— Task data —
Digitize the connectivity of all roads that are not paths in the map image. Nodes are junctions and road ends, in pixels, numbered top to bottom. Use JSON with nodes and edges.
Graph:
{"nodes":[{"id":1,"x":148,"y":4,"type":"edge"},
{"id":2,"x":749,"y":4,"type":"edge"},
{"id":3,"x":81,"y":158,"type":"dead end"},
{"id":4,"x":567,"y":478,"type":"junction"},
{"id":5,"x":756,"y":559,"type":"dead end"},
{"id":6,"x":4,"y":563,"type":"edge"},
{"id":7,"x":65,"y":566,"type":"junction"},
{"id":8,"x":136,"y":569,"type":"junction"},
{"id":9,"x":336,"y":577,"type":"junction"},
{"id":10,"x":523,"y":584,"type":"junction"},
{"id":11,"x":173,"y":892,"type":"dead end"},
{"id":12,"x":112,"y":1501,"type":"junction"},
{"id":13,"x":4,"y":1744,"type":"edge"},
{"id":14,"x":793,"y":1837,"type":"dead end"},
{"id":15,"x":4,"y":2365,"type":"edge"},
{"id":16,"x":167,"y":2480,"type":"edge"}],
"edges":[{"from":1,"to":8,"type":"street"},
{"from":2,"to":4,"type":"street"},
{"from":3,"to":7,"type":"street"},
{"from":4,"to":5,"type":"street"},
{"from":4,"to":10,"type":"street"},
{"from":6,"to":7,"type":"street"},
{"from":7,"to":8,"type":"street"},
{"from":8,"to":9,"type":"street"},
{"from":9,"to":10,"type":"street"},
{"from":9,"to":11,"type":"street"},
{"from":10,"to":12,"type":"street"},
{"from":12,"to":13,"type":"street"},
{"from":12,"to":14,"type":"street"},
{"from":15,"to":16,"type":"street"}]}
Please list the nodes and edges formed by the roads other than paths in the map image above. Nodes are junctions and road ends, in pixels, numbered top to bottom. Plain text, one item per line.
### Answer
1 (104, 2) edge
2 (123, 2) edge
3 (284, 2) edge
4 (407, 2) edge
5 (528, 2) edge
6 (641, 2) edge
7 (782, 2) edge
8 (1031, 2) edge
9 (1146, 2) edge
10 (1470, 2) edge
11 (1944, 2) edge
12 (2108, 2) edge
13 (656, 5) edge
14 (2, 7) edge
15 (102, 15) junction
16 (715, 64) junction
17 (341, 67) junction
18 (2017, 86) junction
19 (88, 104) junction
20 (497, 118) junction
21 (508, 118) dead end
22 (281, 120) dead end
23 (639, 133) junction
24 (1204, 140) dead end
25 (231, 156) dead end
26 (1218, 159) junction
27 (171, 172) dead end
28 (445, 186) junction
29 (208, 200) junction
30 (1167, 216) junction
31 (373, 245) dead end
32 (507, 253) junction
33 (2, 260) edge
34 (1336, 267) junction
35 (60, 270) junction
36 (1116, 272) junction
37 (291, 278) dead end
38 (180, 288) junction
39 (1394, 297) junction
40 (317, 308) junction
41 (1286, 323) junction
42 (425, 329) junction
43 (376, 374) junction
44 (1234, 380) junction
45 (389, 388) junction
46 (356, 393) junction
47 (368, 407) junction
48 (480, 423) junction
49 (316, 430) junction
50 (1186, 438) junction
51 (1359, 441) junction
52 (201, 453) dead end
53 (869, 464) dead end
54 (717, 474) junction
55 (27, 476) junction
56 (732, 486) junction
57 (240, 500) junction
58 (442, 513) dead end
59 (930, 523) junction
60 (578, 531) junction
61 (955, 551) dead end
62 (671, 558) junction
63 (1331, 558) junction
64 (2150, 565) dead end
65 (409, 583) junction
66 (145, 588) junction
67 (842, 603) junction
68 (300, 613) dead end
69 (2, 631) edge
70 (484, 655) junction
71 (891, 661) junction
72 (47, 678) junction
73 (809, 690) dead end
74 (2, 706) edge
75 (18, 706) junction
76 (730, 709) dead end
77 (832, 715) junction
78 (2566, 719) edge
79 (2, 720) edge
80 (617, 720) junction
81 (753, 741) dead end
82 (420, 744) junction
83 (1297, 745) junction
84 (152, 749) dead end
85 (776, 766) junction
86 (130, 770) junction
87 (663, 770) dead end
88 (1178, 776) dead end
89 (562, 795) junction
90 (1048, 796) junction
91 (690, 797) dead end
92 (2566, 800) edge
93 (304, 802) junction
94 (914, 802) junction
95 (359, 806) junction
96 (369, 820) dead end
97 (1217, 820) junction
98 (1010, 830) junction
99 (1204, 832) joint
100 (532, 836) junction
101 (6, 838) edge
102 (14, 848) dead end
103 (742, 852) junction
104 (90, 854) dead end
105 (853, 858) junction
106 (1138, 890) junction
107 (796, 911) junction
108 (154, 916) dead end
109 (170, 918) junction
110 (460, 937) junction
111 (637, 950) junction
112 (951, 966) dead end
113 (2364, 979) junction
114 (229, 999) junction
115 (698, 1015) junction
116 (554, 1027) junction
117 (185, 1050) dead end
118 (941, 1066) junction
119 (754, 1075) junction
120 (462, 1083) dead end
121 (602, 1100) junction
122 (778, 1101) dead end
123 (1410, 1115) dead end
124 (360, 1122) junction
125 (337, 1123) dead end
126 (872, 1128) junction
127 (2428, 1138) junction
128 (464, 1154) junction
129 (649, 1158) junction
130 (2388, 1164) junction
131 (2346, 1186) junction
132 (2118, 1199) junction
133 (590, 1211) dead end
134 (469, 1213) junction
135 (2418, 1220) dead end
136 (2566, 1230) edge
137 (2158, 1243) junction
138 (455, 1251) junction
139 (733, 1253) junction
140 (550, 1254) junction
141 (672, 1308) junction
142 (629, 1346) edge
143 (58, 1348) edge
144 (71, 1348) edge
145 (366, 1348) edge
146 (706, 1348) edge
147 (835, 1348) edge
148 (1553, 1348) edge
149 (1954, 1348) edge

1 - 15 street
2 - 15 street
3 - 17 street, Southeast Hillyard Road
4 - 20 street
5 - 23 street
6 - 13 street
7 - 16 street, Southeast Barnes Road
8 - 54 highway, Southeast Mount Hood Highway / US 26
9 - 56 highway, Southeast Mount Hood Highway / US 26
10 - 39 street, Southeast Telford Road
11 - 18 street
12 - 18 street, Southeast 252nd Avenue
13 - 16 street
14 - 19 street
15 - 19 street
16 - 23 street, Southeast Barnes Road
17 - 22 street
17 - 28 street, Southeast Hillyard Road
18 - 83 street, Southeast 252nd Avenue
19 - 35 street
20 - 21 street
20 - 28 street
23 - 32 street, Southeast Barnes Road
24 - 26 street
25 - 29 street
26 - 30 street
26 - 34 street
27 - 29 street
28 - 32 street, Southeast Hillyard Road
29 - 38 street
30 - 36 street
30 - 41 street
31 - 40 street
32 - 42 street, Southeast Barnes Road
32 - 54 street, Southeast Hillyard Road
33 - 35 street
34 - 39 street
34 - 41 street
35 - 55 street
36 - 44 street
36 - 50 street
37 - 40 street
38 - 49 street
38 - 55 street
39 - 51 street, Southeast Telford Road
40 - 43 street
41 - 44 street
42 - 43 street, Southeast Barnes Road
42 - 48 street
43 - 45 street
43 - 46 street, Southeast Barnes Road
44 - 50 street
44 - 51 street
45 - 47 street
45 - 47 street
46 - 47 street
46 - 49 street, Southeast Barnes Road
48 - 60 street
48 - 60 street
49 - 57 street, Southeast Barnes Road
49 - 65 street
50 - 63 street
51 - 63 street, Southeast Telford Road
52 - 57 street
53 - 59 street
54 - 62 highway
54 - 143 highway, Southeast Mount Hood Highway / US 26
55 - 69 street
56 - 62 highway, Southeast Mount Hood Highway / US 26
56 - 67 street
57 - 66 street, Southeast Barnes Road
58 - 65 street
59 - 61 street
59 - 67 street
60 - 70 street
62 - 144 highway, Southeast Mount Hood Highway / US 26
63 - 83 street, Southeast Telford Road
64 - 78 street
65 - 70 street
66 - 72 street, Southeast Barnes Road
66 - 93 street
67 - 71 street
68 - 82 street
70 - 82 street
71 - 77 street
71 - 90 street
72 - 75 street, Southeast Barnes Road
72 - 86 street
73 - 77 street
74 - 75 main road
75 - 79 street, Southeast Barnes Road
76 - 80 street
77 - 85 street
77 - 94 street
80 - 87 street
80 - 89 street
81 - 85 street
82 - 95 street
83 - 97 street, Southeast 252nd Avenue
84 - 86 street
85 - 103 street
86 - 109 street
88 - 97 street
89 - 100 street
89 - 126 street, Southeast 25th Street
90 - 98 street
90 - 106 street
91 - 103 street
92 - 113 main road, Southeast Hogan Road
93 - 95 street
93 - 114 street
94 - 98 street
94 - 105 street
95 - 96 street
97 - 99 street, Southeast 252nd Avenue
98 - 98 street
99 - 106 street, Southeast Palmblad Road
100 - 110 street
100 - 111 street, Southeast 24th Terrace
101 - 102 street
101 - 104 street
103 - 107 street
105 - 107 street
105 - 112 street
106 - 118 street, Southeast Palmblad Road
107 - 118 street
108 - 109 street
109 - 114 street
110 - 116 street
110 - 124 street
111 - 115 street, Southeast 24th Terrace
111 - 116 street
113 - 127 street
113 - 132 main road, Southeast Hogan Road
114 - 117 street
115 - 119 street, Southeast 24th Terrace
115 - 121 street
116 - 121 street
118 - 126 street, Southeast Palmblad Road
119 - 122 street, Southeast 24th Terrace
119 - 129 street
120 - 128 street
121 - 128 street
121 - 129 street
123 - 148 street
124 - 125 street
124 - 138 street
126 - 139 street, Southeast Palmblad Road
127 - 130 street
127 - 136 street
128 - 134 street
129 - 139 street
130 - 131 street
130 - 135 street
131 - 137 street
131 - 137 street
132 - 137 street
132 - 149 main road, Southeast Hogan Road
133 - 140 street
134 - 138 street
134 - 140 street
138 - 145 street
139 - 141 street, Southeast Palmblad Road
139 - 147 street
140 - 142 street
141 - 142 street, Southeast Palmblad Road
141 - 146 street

— Goal of the exercise —
Using the listing above, say how many of its lines contain the string "edges", giving nothing but the figure.

— Exercise output —
3